======== Record excerpts ========

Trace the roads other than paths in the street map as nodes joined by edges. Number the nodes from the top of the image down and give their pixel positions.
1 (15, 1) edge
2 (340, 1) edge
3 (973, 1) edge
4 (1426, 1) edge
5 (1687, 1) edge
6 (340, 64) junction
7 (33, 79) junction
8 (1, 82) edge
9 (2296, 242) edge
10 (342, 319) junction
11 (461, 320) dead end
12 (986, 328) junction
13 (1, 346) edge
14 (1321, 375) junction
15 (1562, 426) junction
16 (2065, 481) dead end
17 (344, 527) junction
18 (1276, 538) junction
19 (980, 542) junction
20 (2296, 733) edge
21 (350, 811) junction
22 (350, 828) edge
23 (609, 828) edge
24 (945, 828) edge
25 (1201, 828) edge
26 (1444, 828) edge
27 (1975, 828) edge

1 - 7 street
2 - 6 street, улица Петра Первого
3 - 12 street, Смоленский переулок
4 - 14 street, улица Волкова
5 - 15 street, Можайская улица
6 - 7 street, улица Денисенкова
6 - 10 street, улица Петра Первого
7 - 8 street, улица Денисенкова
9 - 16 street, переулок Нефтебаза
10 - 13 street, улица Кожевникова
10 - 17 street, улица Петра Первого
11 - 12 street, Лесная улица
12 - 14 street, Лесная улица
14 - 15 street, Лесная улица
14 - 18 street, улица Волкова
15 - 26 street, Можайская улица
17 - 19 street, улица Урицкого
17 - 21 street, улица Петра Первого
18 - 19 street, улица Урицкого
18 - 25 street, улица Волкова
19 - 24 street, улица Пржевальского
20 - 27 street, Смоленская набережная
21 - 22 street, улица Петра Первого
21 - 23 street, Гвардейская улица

========

## Task
Some of the data mentions "Петра". Copy every line where it does.

## Problem solution
2 - 6 street, улица Петра Первого
6 - 10 street, улица Петра Первого
10 - 17 street, улица Петра Первого
17 - 21 street, улица Петра Первого
21 - 22 street, улица Петра Первого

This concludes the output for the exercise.